I actually agree with you.. but here's one reason I recently manually deleted some stuff in the recently deleted folder.. (and yes, it is ultra-micromanaging the Tivo)

I knew my Tivo was close to completely full, and didn't want to lose recordings indiscriminately.. so I deleted (i.e. put in recently deleted) some other recordings that I didn't care about too much.. But I *also* manually deleted stuff in the recently deleted folder that I had definitely watched.. so that the other thing I sort of still wanted would be the last thing to be overwritten if it really needed more space. The thing I "sort of" wanted lasted I think about a day before it went away.

There's actually too many good things (or at least new shows I want to _try_ this summer!)

(Though ironically, I lost some recordings on my S1 when a wishlist started recording the Today show for several hours after I manually deleted a different To Do list item last night.. ARGH)


----------



## MPSAN (Jun 20, 2009)

...and it is nice to get rid of them before upgrading the hard drive!


----------



## ZeoTiVo (Jan 2, 2004)

mattack said:


> I actually agree with you.. but here's one reason I recently manually deleted some stuff in the recently deleted folder.. (and yes, it is ultra-micromanaging the Tivo)


 The key term is recently. TiVo never meant this to be a holding place.
That really is micromanaging and would not the TiVo have simply deleted the stuff that had been in recently deleted anyhow without you having to go an manually delete them



MPSAN said:


> ...and it is nice to get rid of them before upgrading the hard drive!

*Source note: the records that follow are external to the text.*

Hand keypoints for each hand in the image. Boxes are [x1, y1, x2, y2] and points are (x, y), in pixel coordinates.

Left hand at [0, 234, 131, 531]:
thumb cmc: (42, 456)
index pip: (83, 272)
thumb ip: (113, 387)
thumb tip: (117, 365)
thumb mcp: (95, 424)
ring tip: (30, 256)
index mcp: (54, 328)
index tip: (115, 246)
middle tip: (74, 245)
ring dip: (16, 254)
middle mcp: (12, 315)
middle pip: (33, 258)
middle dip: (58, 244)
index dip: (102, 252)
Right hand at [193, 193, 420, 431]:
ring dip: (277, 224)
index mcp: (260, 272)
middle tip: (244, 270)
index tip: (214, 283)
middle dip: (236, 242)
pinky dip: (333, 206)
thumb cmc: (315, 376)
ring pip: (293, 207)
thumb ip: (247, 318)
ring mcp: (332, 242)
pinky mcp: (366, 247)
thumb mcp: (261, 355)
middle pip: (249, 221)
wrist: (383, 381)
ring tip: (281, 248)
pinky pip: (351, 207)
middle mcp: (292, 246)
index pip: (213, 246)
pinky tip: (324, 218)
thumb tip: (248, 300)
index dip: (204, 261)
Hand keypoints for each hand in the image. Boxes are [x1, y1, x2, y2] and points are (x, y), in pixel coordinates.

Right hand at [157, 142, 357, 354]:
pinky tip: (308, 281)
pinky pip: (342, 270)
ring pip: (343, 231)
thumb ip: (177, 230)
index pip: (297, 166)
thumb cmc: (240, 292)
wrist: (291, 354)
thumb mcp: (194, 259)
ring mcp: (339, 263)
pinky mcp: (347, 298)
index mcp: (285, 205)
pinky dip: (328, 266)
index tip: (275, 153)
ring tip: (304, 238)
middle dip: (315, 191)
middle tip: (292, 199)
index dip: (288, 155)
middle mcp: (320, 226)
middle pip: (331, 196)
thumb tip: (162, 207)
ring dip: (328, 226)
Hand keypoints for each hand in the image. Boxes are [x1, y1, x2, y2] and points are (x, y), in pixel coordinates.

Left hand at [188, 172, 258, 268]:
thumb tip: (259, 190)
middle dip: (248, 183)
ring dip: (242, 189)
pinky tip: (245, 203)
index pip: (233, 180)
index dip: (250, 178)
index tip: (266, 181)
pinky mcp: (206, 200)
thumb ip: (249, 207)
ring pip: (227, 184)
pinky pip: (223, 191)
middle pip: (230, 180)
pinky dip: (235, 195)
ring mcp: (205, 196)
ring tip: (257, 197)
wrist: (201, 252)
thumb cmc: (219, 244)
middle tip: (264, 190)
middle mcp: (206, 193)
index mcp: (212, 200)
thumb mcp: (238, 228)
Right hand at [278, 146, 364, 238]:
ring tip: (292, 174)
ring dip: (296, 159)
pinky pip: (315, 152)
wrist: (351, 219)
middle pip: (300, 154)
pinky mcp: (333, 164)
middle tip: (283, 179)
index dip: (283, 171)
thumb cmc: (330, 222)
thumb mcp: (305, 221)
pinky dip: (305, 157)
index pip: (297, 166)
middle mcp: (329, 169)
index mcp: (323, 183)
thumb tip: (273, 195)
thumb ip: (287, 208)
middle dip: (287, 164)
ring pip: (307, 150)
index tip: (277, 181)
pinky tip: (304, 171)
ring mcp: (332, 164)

That is the one time to definitely do that and then the manual process will have to be used.
You can record an 8 hour block like others suggested and then just delete that and let TiVo knock out all the other shows
or
if you hit clear on a show in RD Folder then it will ask if you want to permanently delete. I think you can just hit select and the next show is highlighted - repeat for profit.


----------



## MikeAndrews (Jan 17, 2002)

MPSAN said:


> ...and it is nice to get rid of them before upgrading the hard drive!


If you do a block copy (with dd) from the old hard drive to the new one it will copy exactly the same number of blocks including the blocks that contain parts of shows _and_ the blocks that contain parts of shows that were deleted.

Iknow. Many of the Tivo MFS tools like WinMFS copy at the file level so they don't copy deleted shows.


----------



## steve614 (May 1, 2006)

ZeoTiVo said:


> if you hit clear on a show in RD Folder then it will ask if you want to permanently delete. I think you can just hit select and the next show is highlighted - repeat for profit.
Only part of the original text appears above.